Logfile Analyzer import / Performance


#1

Hi,

obviously Piwik is not very fast importing apache access log files.
I tried to import a 350 MB access.log and after 8 hours import_logs.py did not finish yet.

I wonder what happens when you stop the import_logs.py process and start it again (with exact the same parameters).
Does import_logs.py “recognize” how many lines it already imported in order to continue with the rest?

Thanks and best regards
piwiktestit


#2

Unfortunately obviously nobody´s here who can answer such a basic question!

I thought that at least someone of the developers would be able to answer to such a question.

Best regards
piwiktestit


(Peterbo) #3

Did you read the docs about the log-importer? - Are there any errors in the logs? How many rows does the file have?


#4

Hi,

the logfile I tested Piwik the first time with has 350 MB.
After several hours the data were imported.

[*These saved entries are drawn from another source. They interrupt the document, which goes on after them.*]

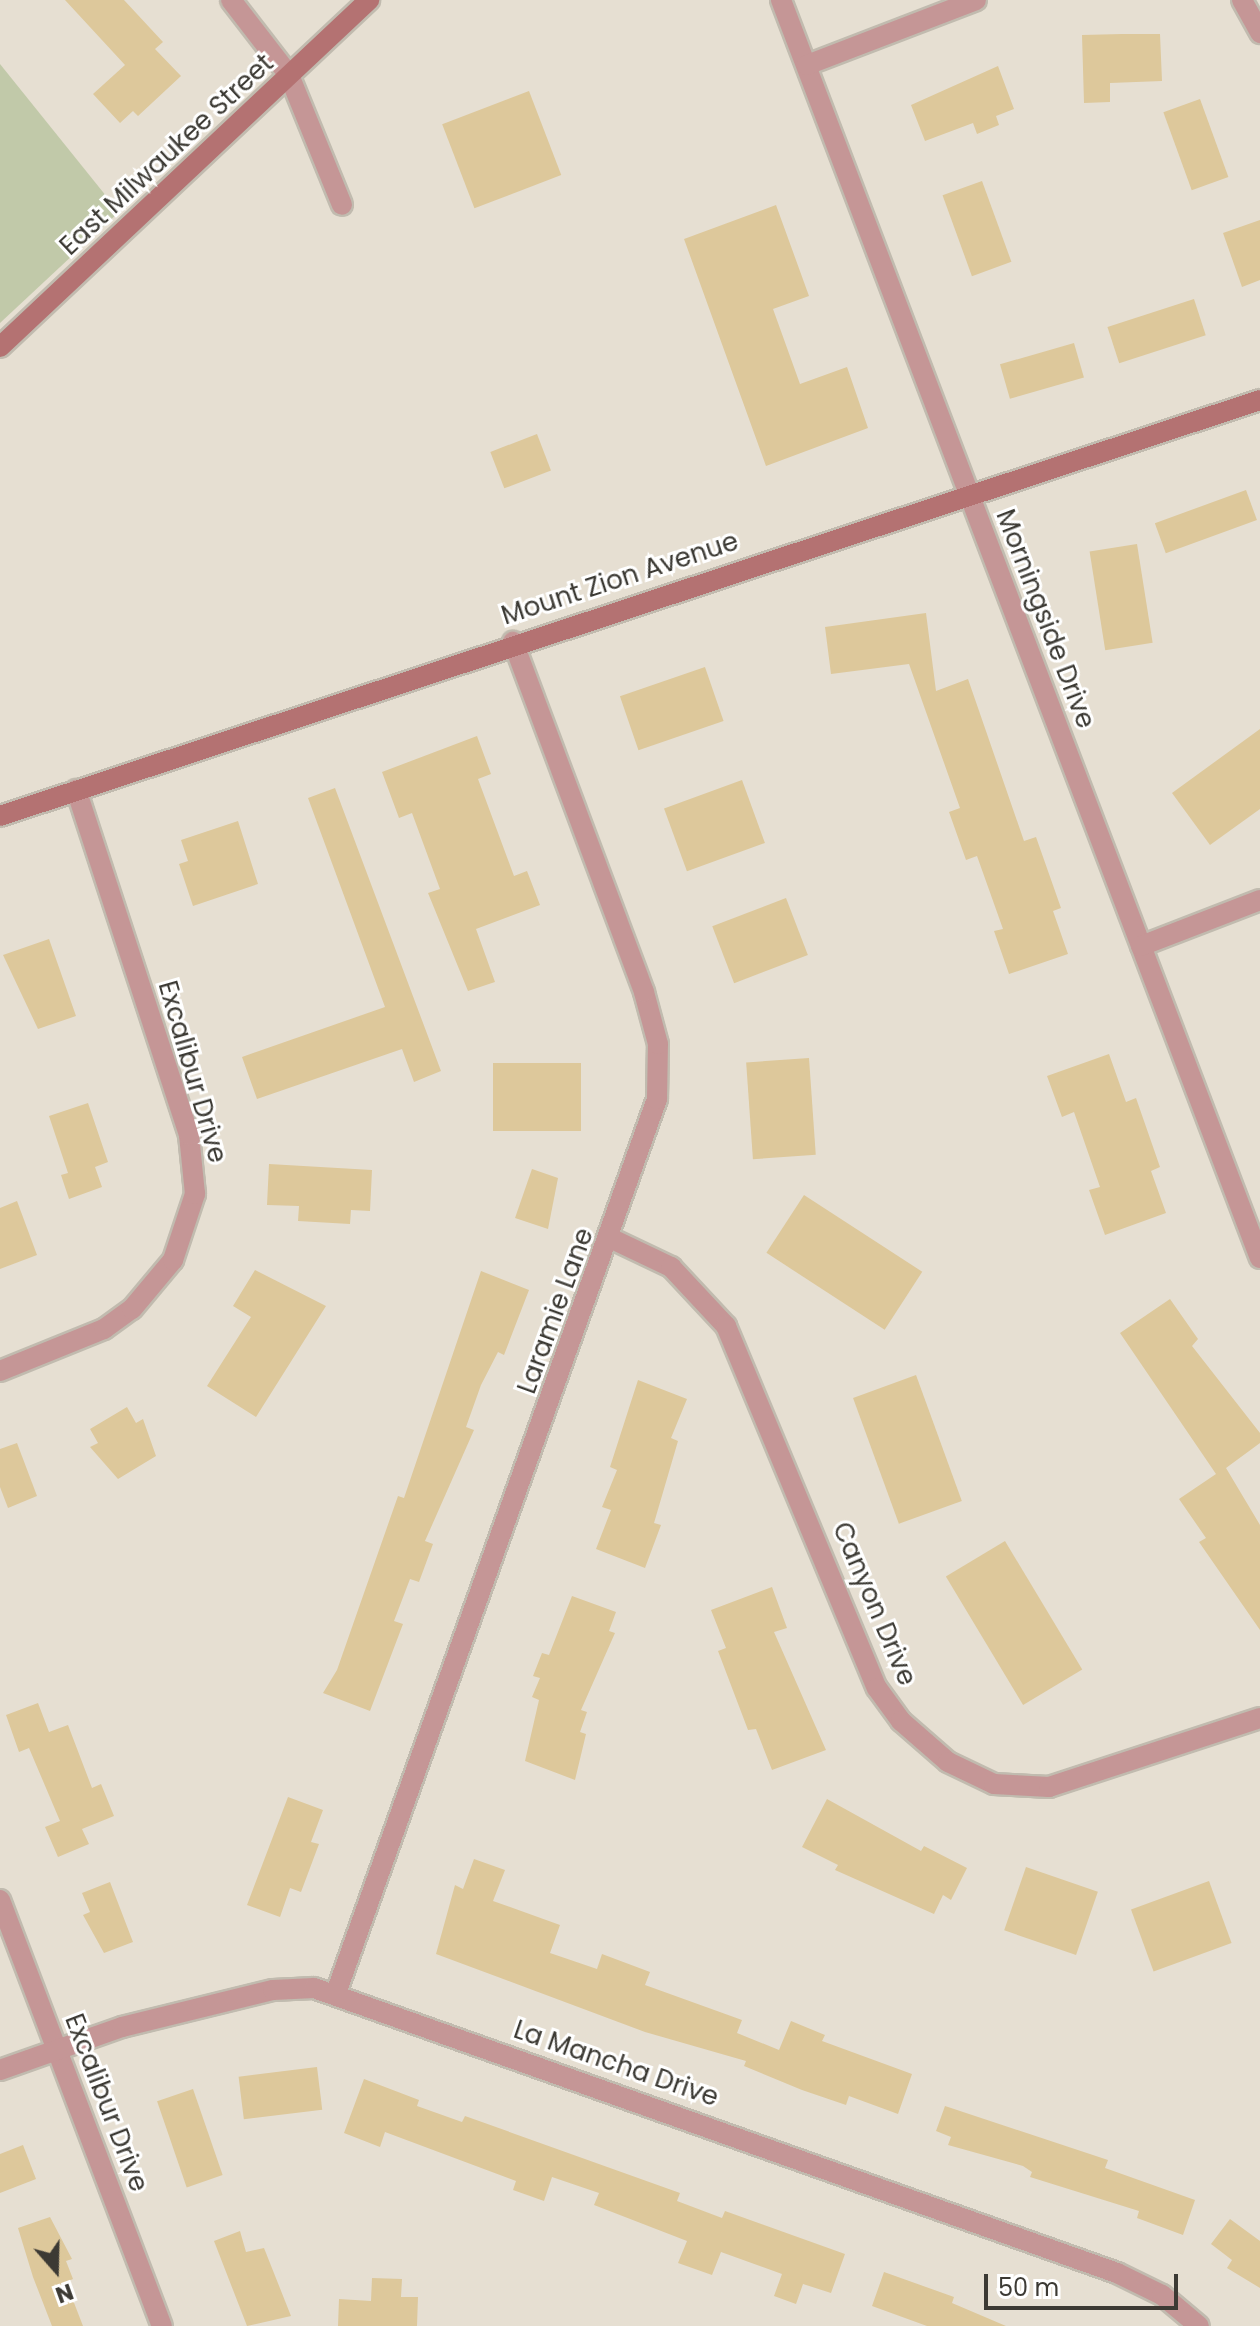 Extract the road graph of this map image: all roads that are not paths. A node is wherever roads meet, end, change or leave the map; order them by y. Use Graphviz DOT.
graph roads {
  1 [pos="231,0"];
  2 [pos="369,0"];
  3 [pos="781,0"];
  4 [pos="976,0"];
  5 [pos="1242,0"];
  6 [pos="1260,33"];
  7 [pos="807,65"];
  8 [pos="289,75"];
  9 [pos="342,205"];
  10 [pos="0,347"];
  11 [pos="1260,400"];
  12 [pos="969,492"];
  13 [pos="513,642"];
  14 [pos="76,790"];
  15 [pos="0,816"];
  16 [pos="1260,900"];
  17 [pos="1141,946"];
  18 [pos="610,1238"];
  19 [pos="1260,1258"];
  20 [pos="0,1371"];
  21 [pos="1260,1718"];
  22 [pos="0,1900"];
  23 [pos="336,1993"];
  24 [pos="57,2049"];
  25 [pos="0,2070"];
  26 [pos="1198,2325"];
  27 [pos="162,2326"];
  1 -- 8 [label="street"];
  2 -- 8 [label="main road, East Milwaukee Street"];
  3 -- 7 [label="street, Morningside Drive"];
  4 -- 7 [label="street"];
  5 -- 6 [label="street"];
  7 -- 12 [label="street, Morningside Drive"];
  8 -- 9 [label="street"];
  8 -- 10 [label="main road, East Milwaukee Street"];
  11 -- 12 [label="main road, Mount Zion Avenue"];
  12 -- 13 [label="main road, Mount Zion Avenue"];
  12 -- 17 [label="street, Morningside Drive"];
  13 -- 14 [label="main road, Mount Zion Avenue"];
  13 -- 18 [label="street, Laramie Lane"];
  14 -- 15 [label="main road, Mount Zion Avenue"];
  14 -- 20 [label="street, Excalibur Drive"];
  16 -- 17 [label="street"];
  17 -- 19 [label="street, Morningside Drive"];
  18 -- 21 [label="street, Canyon Drive"];
  18 -- 23 [label="street, Laramie Lane"];
  22 -- 24 [label="street, Excalibur Drive"];
  23 -- 24 [label="street, La Mancha Drive"];
  23 -- 26 [label="street, La Mancha Drive"];
  24 -- 25 [label="street, La Mancha Drive"];
  24 -- 27 [label="street, Excalibur Drive"];
} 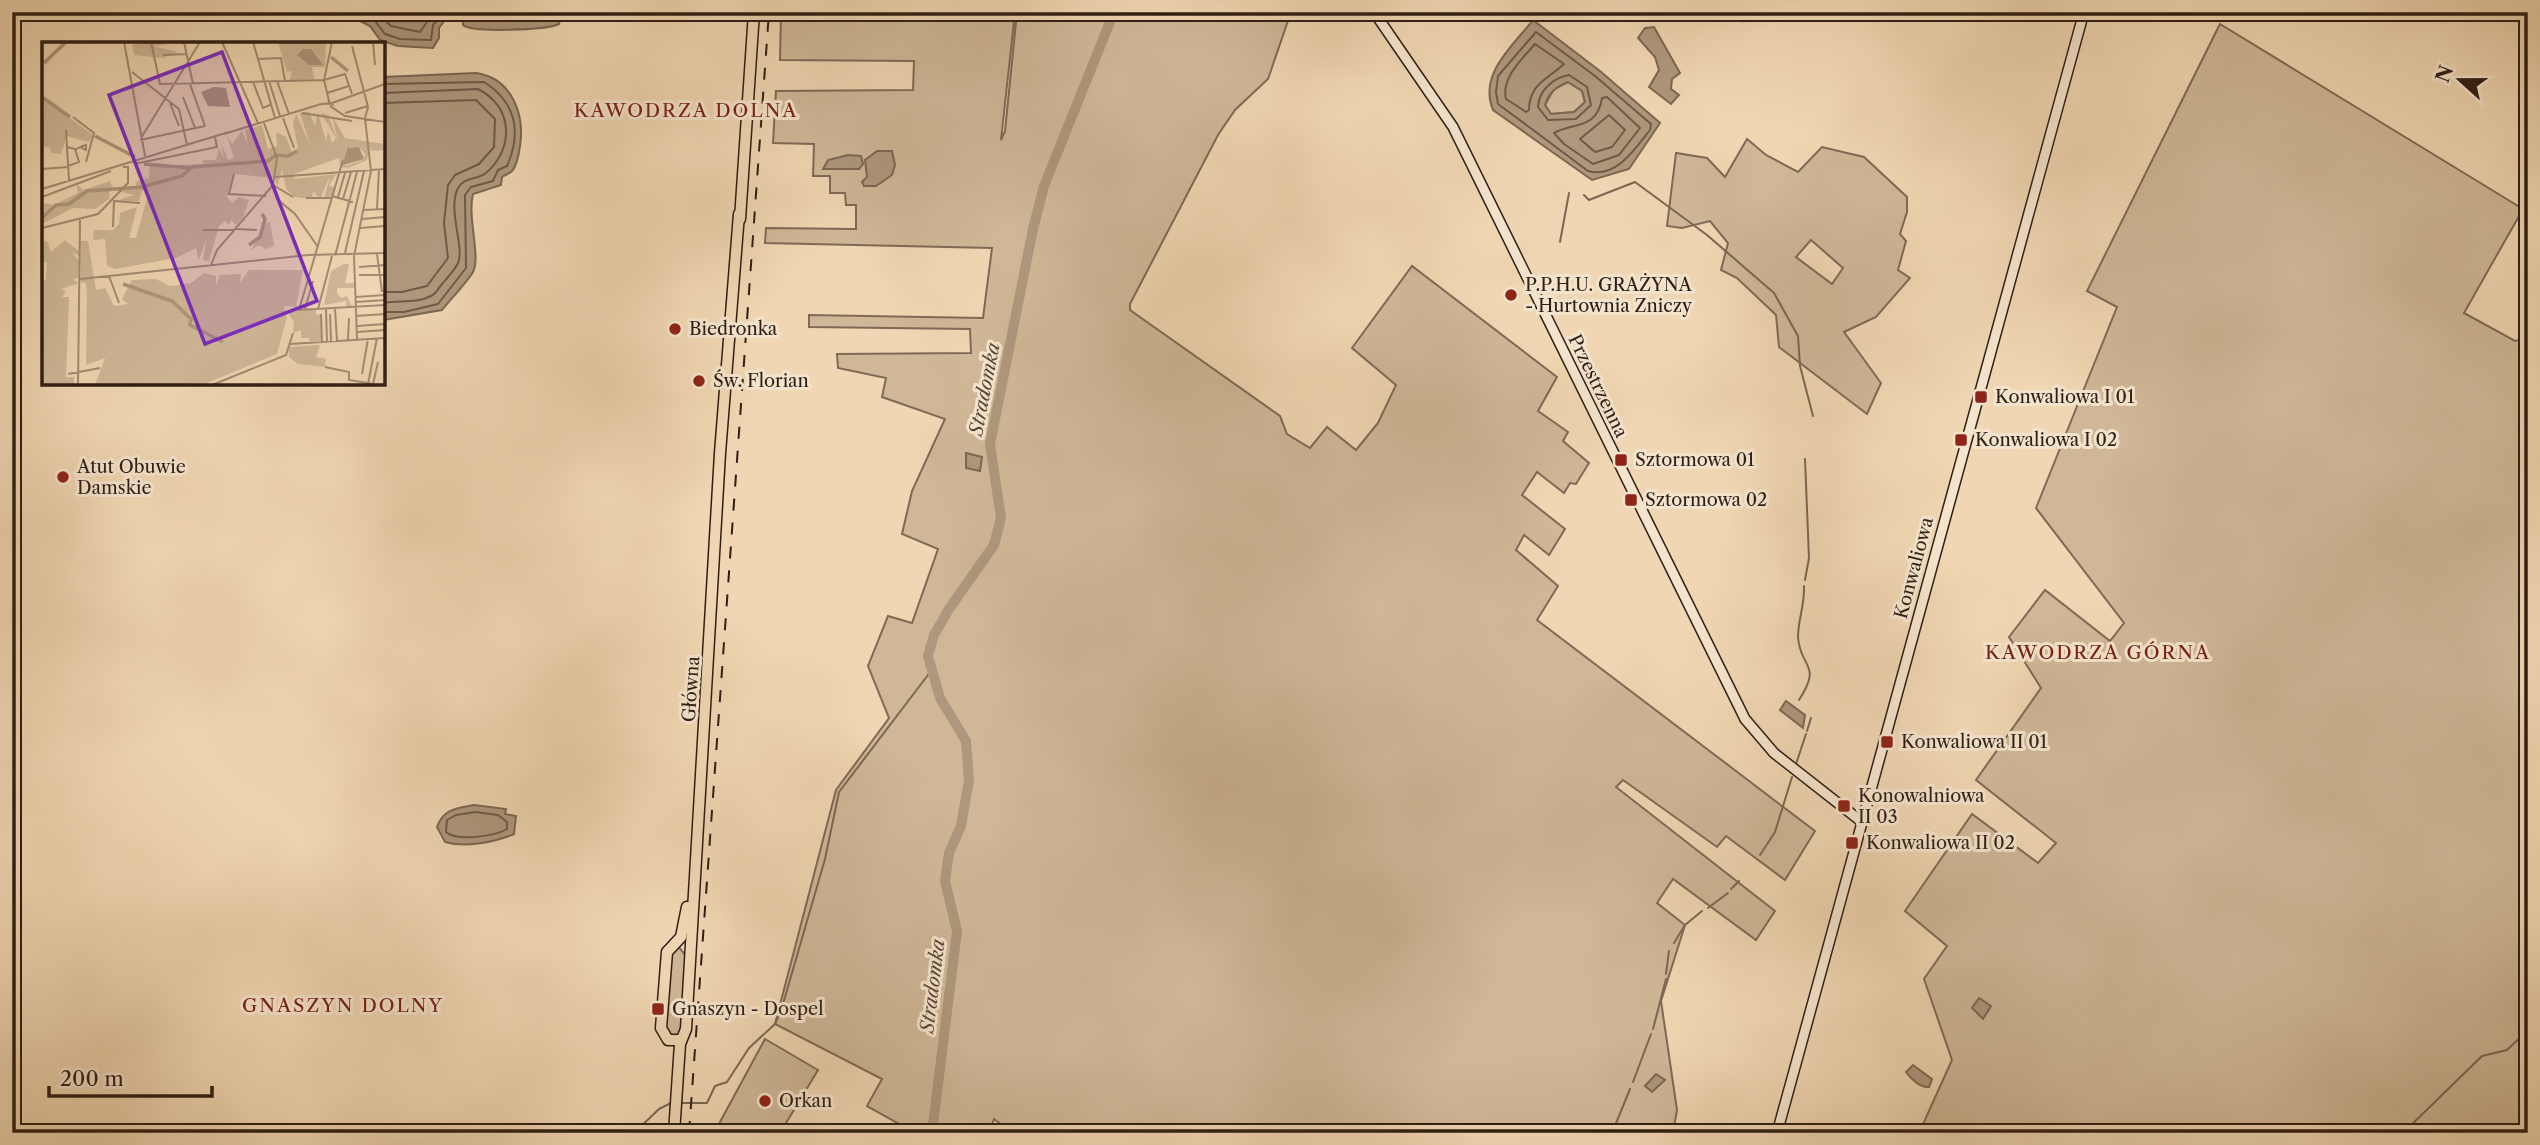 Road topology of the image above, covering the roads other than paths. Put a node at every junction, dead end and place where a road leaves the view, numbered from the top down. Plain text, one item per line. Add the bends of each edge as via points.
1 (754, 12) edge
2 (1374, 12) edge
3 (2084, 12) edge
4 (1861, 822) junction
5 (692, 880) junction
6 (677, 943) junction
7 (690, 954) junction
8 (676, 1041) junction
9 (674, 1133) edge
10 (1777, 1133) edge

1 - 5 main road, Główna
2 - 4 street, Przestrzenna via 1453,127 1745,719 1774,753
3 - 4 street, Konwaliowa
4 - 10 street, Konwaliowa
5 - 6 main road, Główna
5 - 7 main road, Główna
6 - 7 main road
6 - 8 main road, Główna via 667,952 661,1028 664,1037
7 - 8 main road, Główna via 686,1030
8 - 9 main road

For me the most important question is:
"Does import_logs.py “recognize” how many lines it already imported in order to CONTINUE WITH THE REST? "

Yes, I read information I could find about import_logs.py!

I have an access.log and an error.log for each site. But I could not find out how to pass BOTH logs to import_logs.py.

Thanks and best regards
piwiktestit


(Peterbo) #5

Which parameters and values do you use to invoke the log-importer script? Which version of PHP is running on your server? How many rows per second does the script import?

Unfortunately, I can’t answer you question since I didn’t test the script in detail. But I’m sure, somebody will answer this one soon.


#6

The log importer is very resource intensive. How many cores does your server have? How much memory have you given to mysql and PHP?
If you have enough memory- you will generally get about 200 lines/sec imported into the DB, depending what you have apache logging that should take anywhere from 30 minutes to 2 hours for one processor to import.

I suspect your system probably doesn’t have enough RAM- probably for PHP. I get about 1.1k lines a second giving PHP about 8GB of RAM and 5 cores. It takes me about an hour to import a 1.5GB apache log.

Theoretically if the import fails- piwik should purge the lines it imported from that log and everything will start new.